SA Company Looks To Acquire Air Botswana

Air Botswana plane PIC: KENNEDY RAMOKONE
Air Botswana plane PIC: KENNEDY RAMOKONE

Twenty years ago when Joshua Galeforolwe was still at the helm of national airline, Air Botswana (AB), the idea of privatisation popped up but to date never materialised. However, The Monitor has learnt that a South African company, Airshare Limited, could finally make this a reality.

According to documents shared with this publication, the Stellenbosch-based aviation operations consulting company that specialises in restructuring and finance last month sent a Letter of Intent to the Ministry of Transport and Communications for the acquisition of the airline.

“The letter confirms your and our mutual intentions with respect to the potential transaction described herein between Airshare Limited and AB. This document, in and of itself, does not represent an enforceable legal contract,” reads the letter authored by the company's chairperson, Sam Mufamadi.

Airshare seeks to acquire 70% of the assets, tangible and intangible, owned by AB that are used or necessary for the conduct of its business. The company states in the letter that they wish to sign the purchase agreement by the end of August. They thus stated, “Promptly following the execution of this letter of intent, you will allow us to complete the examination of your financial, accounting and business records and the contracts and other legal documents and generally to complete diligence”.

Thulaganyo Segokgo PIC: PHATSIMO KAPENG
Thulaganyo Segokgo PIC: PHATSIMO KAPENG

Efforts to get a comment from transport minister, Thulagano Segokgo hit a snag. “I am not in a position to comment on anything happening at AB right now. There is a lot that is happening around the airline, but I will speak at the right time,” was all the minister could say.

Segokgo late last year told Parliament that the Public Enterprises Evaluation and Privatisation Agency was reviewing the operating model for AB.
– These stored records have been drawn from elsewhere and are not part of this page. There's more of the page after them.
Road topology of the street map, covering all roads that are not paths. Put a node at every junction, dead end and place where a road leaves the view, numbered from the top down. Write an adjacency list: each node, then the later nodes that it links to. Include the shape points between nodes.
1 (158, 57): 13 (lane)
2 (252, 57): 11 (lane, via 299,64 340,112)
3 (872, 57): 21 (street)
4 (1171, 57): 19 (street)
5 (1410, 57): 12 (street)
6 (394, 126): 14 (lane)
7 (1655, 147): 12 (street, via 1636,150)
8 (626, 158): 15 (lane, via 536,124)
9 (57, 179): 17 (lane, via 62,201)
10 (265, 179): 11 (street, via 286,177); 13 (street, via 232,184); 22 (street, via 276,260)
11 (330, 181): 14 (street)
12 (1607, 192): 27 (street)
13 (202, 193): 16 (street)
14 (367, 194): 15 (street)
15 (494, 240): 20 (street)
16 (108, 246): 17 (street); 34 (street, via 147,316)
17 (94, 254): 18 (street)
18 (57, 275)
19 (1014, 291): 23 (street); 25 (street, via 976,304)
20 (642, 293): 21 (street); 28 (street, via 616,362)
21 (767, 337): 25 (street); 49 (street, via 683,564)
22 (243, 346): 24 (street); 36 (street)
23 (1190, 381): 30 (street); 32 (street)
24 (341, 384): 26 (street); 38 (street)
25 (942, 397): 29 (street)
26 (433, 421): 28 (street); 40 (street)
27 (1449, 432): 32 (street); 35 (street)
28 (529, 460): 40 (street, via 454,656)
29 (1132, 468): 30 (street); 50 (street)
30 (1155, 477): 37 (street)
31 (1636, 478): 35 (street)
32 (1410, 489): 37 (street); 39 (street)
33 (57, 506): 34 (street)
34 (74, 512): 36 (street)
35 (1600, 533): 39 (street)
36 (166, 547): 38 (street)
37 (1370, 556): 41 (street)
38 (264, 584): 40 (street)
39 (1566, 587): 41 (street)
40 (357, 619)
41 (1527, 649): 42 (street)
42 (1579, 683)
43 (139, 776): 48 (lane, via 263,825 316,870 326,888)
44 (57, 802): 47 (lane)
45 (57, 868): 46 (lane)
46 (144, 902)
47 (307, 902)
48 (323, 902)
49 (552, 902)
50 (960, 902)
AB recorded losses amounting to P146 million in 2010, which losses increased to P165 million in 2015. The airline then narrowed the losses, recording a loss of P12 million in 2017 and another P45 million in 2018. According to the minister, the airline, despite its operational challenges, has been able to finance its operations and only request project funding from the government, such as for the re-fleeting.